Menurut Ridwan, munculnya gugatan atas lahan di kampung tua itu terjadi saat di kawasan tersebut dibangun Hotel Plampitan. Informasinya, rumah milik 16 keluarga hendak digunakan untuk mess karyawan hotel. Karena tidak terima dan ingin mempertahankan kampung bersejarah itu, dia dan warga telah mengadu ke DPRD Kota Semarang dan meminta bantuan hukum kepada LBH Mawar Sharon.
‘’Dari cerita turun temurun, sebelum menjadi kampung, wilayah ini merupakan kebun tebu dan pohon asem. Setelah menjadi permukiman, kehidupan masyarakat pun damai, tenteram. Masa remaja saya juga dikampung ini, sampai saya berjodoh dengan anak tetangga sendiri alias pek nggo,’’ tutur ayah dua anak dan empat cucu itu sambil tertawa.
Muhammad Ihsan menambahkan, kampung yang ada tepat di samping kanan Hotel Plampitan itu juga menyimpan sejarah. Berdirinya rumah kuno khas Semarangan menjadi salah satu ciri khas dan kekayaan budaya Kota Semarang yang dikenal sebagai Little Netherland.
Salah satunya rumah yang kini dihuni oleh Muji Hartini (50) maupun Khusnun (51). Jendela, pintu, kusen, dari kayu jati, ukiran besi hingga plafon yang masih asli itu masih tetap dirawat keasliannya. Bahkan cermin kaca dengan pigura kayu jati pun masih terpajang di ruang tamu.
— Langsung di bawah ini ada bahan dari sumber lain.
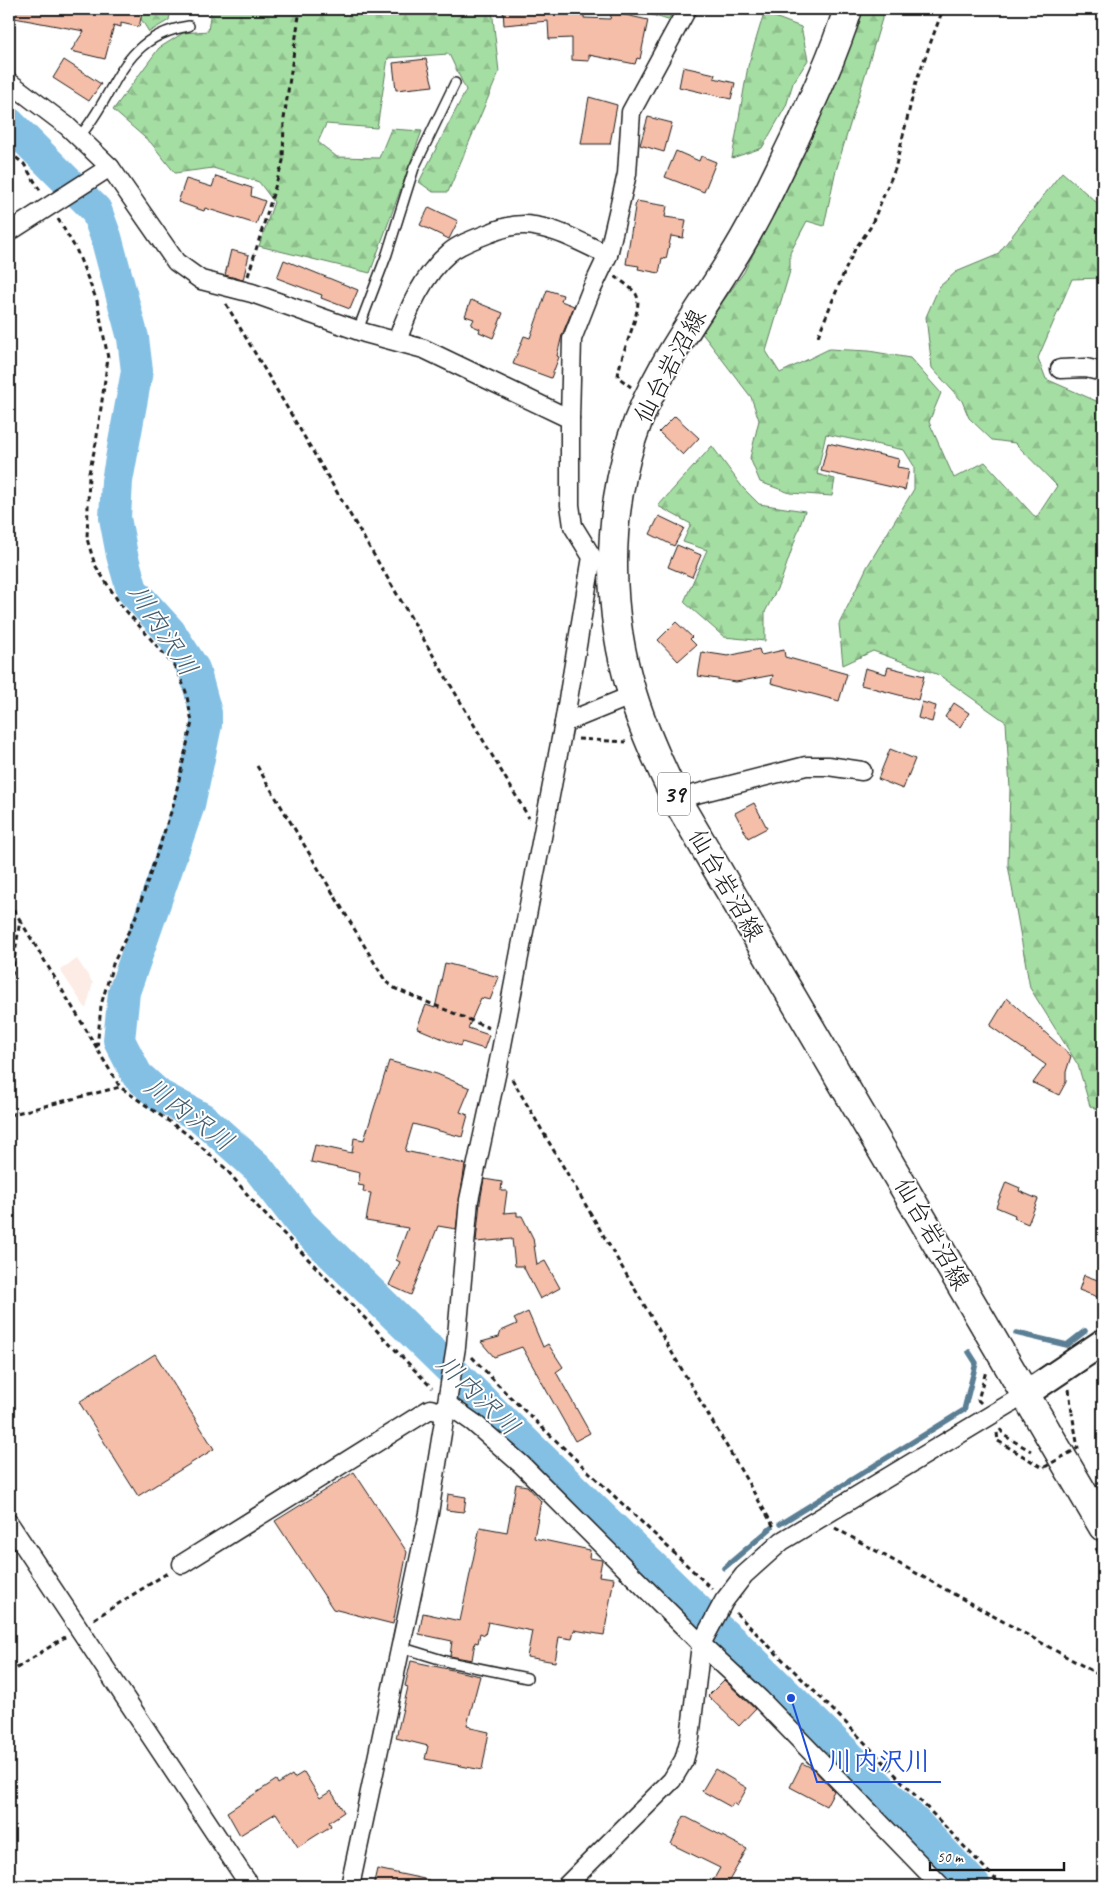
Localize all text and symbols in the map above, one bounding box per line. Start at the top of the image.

Muji maupun Khusnun sejak dahulu juga tidak pernah merubah warna cat maupun bentuk, kecuali jika terjadi kerusakan.
‘’Kalau kampung ini hilang karena tergusur oleh pemetaan tata ruang kota yang tak mungkin diajak berpihak pada sejarah dan ketika kekuatan modal berbicara, sejarah dan jejaknya hanya akan menjadi catatan kecil yang akan tergilas roda kepentingan yang mengatasnamakan investasi. Maka, sampai titik darah penghabisan, warga akan tetap bertahan dan meminta dukungan kepada media maupun masyarakat yang lain,’’ papar ayah dua anak itu.